Finding myself knee deep in addiction before I started high school, I dropped out shortly after because my primary focus in life was pursuing the ever elusive “perfect high.” For the next 13 years, I continued a downward spiral that eventually culminated with an arrest for manufacturing methamphetamine in January 2014.
I was a liar, a thief, a manipulator, and oddly enough, the fact that I was a high school dropout seemed to stick with me throughout my life among all the other nonsense that I was doing. Eventually, I ended up in solitary confinement, which is where everything changed for me. I was taken to my sentencing hearing directly from solitary and sentenced to three years for my crimes. I had never even been to jail before, but now I was going away for three years. Walking back to my cell, I was numb, the clink, clink sound coming from my shackled hands and feet was the only thing breaking the eerie silence ringing in my ears.
After being placed in my cell, I heard a country song playing on the little, built-in radio in my cell wall. I blindly changed the station and the radio happened to stop on the local Christian station. I felt the presence of God fill the room. I grew up in and out of church, but at that moment, for the first time in my life, I accepted Jesus as my Lord and Savior. While I didn’t know it at the time, the revelation I had in that moment came straight out of Scripture. For years, I had been a foolish man who built his house on sand. That moment was my rock bottom, and I dedicated myself to rebuilding on a new foundation. I told Jesus that day that I would trust him with my life and stop trying to find my fulfillment in everything but Him. Little did I know that one of the main tools He would use to mold me to be the man and leader I am today was education.
The moment I got to my parent institution, I signed up for GED courses and started studying.

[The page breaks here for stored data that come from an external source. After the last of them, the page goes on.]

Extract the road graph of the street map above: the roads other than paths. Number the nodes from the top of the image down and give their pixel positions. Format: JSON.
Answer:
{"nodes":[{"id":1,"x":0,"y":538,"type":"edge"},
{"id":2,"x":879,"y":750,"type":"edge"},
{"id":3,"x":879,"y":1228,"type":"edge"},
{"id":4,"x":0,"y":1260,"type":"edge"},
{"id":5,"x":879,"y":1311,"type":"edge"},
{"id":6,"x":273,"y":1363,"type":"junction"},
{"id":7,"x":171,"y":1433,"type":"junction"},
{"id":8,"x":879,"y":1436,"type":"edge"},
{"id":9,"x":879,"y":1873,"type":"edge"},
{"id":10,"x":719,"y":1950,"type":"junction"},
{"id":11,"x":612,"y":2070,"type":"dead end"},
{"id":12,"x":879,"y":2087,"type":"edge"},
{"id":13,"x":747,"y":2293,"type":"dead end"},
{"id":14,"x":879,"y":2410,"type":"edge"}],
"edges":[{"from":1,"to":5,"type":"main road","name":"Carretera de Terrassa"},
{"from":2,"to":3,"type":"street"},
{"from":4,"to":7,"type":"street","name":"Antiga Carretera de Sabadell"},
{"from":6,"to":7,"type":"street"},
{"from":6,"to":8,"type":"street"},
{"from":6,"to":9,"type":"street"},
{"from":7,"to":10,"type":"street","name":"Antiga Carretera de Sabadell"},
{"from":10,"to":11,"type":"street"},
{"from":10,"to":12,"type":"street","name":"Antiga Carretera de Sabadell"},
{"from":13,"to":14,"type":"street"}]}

My incredible teacher, Mrs. Shaw at Grafton Reintegration Center in Ohio, quickly realized that my reading comprehension was strong, but my math skills needed work. I found the smartest man in the education wing and paid him in potato chips to tutor me five days a week for up to two hours per day. I took my GED test and passed on the first try.

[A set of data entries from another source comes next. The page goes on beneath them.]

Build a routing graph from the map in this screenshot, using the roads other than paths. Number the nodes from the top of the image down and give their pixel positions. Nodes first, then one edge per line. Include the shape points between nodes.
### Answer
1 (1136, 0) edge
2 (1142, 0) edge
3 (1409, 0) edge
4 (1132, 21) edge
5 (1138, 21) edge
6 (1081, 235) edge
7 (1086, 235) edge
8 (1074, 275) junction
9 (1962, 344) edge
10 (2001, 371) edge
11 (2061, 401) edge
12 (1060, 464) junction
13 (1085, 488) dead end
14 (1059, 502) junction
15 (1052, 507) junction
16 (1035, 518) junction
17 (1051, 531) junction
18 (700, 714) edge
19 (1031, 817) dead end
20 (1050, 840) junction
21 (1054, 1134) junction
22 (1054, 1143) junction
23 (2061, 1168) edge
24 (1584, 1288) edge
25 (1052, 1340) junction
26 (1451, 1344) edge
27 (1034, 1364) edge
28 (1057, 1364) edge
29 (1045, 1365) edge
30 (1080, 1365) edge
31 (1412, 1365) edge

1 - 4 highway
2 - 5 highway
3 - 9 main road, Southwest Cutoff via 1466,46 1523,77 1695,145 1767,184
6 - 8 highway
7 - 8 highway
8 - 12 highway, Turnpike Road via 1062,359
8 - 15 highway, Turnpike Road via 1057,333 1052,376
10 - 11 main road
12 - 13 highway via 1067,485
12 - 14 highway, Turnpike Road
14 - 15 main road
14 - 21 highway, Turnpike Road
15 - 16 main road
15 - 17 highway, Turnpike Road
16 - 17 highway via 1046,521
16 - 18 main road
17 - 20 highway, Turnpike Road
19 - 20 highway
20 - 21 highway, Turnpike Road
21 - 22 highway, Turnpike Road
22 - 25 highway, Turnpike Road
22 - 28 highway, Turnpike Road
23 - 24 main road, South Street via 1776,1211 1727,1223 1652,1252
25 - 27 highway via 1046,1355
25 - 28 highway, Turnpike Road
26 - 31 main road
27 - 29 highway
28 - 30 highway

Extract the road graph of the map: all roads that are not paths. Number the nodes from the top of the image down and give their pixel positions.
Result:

After clearing that hurdle, college seemed like a possibility for the first time in my life. I saw one of my friends carrying around a tablet and asked him about it. He told me he was working toward a college degree through Ashland University on a Securus Technologies tablet. After completing some prerequisite classes, I promptly enrolled in college through the innovative technology of the Securus tablet. Two short years later, thanks to this important technology and the Lord’s grace, I walked across the stage and received my associate degree from Ashland University. The Lord took me a long way and my future seemed quite different. I went from a 15-year drug addict, high school dropout with no future, to a man with a college degree who had the potential to contribute positively to his family and his community.
And, it wasn’t always easy. When I was first released, many of the same temptations and bad influences were waiting for me on the outside. Going back to the person I was, however, wasn’t going to happen. I’d spent 15 years heading down the wrong path. Instead, I used my newfound relationship with Jesus to respond differently to my circumstances and transform my future.
All these accomplishments, and yet, my past still haunts me. After release, my wife and I were finally financially prepared to move into a nice condo and everything looked good for approval until it came time for the background check. I was upfront about my record, and yet, they denied us the home. But God had other plans. Through an appeals process, we eventually got our home. The reality, however, is that no matter how much I worked, I’ll always carry the stigma that comes with a felony record.
I have been clean and sober since my release in 2017, I got a job at Christian Healthcare Ministries, became an ordained pastor, and even went back to school and obtained my bachelor’s degree in religion/ministry leadership. The secret to my success started with my newfound faith in Christ. With that inspiration motivating the changes I needed to make in my life, I’m grateful for the technology made possible through the Securus tablet helping to facilitate my transformation.
Ronnie Hopkins lives in Akron, Ohio. He is a husband and father and invests in his faith community as the interim pastor for Springfield Baptist Church.